* _Assigned task_
Every record below should be printed exactly as it appears.

::: Input data

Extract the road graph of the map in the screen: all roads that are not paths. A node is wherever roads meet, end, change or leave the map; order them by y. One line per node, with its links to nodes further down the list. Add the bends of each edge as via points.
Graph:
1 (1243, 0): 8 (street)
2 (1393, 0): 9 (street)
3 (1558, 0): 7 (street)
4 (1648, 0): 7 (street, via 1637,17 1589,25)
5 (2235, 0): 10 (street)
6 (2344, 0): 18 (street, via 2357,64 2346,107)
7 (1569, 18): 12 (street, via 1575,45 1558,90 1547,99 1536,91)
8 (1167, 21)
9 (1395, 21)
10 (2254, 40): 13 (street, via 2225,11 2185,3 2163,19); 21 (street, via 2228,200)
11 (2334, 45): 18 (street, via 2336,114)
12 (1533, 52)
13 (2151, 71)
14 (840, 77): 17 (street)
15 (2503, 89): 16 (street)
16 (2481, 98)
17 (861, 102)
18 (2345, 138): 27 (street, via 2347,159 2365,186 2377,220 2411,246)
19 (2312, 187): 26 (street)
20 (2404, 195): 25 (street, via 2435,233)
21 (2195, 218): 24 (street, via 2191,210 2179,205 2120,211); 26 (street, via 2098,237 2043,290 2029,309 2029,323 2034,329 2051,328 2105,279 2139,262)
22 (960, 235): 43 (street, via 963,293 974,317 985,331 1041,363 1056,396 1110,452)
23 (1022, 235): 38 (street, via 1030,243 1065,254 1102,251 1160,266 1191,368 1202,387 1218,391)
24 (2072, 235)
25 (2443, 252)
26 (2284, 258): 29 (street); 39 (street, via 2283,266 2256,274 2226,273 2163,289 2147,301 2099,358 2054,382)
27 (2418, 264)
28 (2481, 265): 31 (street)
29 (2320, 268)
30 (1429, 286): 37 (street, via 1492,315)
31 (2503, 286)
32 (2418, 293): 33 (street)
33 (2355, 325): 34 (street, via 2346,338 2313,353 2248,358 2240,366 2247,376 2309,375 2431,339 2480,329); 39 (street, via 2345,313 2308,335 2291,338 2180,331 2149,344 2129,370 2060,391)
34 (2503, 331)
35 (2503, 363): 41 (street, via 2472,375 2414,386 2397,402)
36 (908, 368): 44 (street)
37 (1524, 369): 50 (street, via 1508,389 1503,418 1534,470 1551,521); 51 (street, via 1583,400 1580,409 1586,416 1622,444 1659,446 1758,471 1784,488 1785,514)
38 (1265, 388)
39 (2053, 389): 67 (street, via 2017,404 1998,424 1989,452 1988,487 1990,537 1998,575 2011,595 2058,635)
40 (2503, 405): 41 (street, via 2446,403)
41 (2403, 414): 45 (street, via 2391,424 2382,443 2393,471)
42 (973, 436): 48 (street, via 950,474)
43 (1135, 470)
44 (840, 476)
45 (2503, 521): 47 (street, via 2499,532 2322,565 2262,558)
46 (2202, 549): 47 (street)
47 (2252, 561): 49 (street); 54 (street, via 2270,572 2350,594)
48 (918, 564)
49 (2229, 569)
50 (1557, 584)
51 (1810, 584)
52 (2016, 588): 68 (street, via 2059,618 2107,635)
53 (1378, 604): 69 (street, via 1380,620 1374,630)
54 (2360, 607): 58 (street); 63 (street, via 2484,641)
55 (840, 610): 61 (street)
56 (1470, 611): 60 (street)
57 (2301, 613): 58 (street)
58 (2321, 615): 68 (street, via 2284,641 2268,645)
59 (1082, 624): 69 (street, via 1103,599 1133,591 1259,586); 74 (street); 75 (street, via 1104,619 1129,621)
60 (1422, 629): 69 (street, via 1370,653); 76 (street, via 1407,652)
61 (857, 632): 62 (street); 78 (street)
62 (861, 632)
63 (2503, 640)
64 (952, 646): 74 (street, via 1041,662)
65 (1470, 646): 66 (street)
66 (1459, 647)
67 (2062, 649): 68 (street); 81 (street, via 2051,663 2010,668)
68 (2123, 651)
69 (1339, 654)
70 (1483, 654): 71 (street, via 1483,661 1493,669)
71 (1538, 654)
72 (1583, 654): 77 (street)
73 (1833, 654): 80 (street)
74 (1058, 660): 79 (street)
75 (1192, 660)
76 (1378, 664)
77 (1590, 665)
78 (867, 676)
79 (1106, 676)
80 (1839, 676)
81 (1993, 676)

::::::

* _Answer box_
Extract the road graph of the map in the screen: all roads that are not paths. A node is wherever roads meet, end, change or leave the map; order them by y. One line per node, with its links to nodes further down the list. Add the bends of each edge as via points.
Graph:
1 (1243, 0): 8 (street)
2 (1393, 0): 9 (street)
3 (1558, 0): 7 (street)
4 (1648, 0): 7 (street, via 1637,17 1589,25)
5 (2235, 0): 10 (street)
6 (2344, 0): 18 (street, via 2357,64 2346,107)
7 (1569, 18): 12 (street, via 1575,45 1558,90 1547,99 1536,91)
8 (1167, 21)
9 (1395, 21)
10 (2254, 40): 13 (street, via 2225,11 2185,3 2163,19); 21 (street, via 2228,200)
11 (2334, 45): 18 (street, via 2336,114)
12 (1533, 52)
13 (2151, 71)
14 (840, 77): 17 (street)
15 (2503, 89): 16 (street)
16 (2481, 98)
17 (861, 102)
18 (2345, 138): 27 (street, via 2347,159 2365,186 2377,220 2411,246)
19 (2312, 187): 26 (street)
20 (2404, 195): 25 (street, via 2435,233)
21 (2195, 218): 24 (street, via 2191,210 2179,205 2120,211); 26 (street, via 2098,237 2043,290 2029,309 2029,323 2034,329 2051,328 2105,279 2139,262)
22 (960, 235): 43 (street, via 963,293 974,317 985,331 1041,363 1056,396 1110,452)
23 (1022, 235): 38 (street, via 1030,243 1065,254 1102,251 1160,266 1191,368 1202,387 1218,391)
24 (2072, 235)
25 (2443, 252)
26 (2284, 258): 29 (street); 39 (street, via 2283,266 2256,274 2226,273 2163,289 2147,301 2099,358 2054,382)
27 (2418, 264)
28 (2481, 265): 31 (street)
29 (2320, 268)
30 (1429, 286): 37 (street, via 1492,315)
31 (2503, 286)
32 (2418, 293): 33 (street)
33 (2355, 325): 34 (street, via 2346,338 2313,353 2248,358 2240,366 2247,376 2309,375 2431,339 2480,329); 39 (street, via 2345,313 2308,335 2291,338 2180,331 2149,344 2129,370 2060,391)
34 (2503, 331)
35 (2503, 363): 41 (street, via 2472,375 2414,386 2397,402)
36 (908, 368): 44 (street)
37 (1524, 369): 50 (street, via 1508,389 1503,418 1534,470 1551,521); 51 (street, via 1583,400 1580,409 1586,416 1622,444 1659,446 1758,471 1784,488 1785,514)
38 (1265, 388)
39 (2053, 389): 67 (street, via 2017,404 1998,424 1989,452 1988,487 1990,537 1998,575 2011,595 2058,635)
40 (2503, 405): 41 (street, via 2446,403)
41 (2403, 414): 45 (street, via 2391,424 2382,443 2393,471)
42 (973, 436): 48 (street, via 950,474)
43 (1135, 470)
44 (840, 476)
45 (2503, 521): 47 (street, via 2499,532 2322,565 2262,558)
46 (2202, 549): 47 (street)
47 (2252, 561): 49 (street); 54 (street, via 2270,572 2350,594)
48 (918, 564)
49 (2229, 569)
50 (1557, 584)
51 (1810, 584)
52 (2016, 588): 68 (street, via 2059,618 2107,635)
53 (1378, 604): 69 (street, via 1380,620 1374,630)
54 (2360, 607): 58 (street); 63 (street, via 2484,641)
55 (840, 610): 61 (street)
56 (1470, 611): 60 (street)
57 (2301, 613): 58 (street)
58 (2321, 615): 68 (street, via 2284,641 2268,645)
59 (1082, 624): 69 (street, via 1103,599 1133,591 1259,586); 74 (street); 75 (street, via 1104,619 1129,621)
60 (1422, 629): 69 (street, via 1370,653); 76 (street, via 1407,652)
61 (857, 632): 62 (street); 78 (street)
62 (861, 632)
63 (2503, 640)
64 (952, 646): 74 (street, via 1041,662)
65 (1470, 646): 66 (street)
66 (1459, 647)
67 (2062, 649): 68 (street); 81 (street, via 2051,663 2010,668)
68 (2123, 651)
69 (1339, 654)
70 (1483, 654): 71 (street, via 1483,661 1493,669)
71 (1538, 654)
72 (1583, 654): 77 (street)
73 (1833, 654): 80 (street)
74 (1058, 660): 79 (street)
75 (1192, 660)
76 (1378, 664)
77 (1590, 665)
78 (867, 676)
79 (1106, 676)
80 (1839, 676)
81 (1993, 676)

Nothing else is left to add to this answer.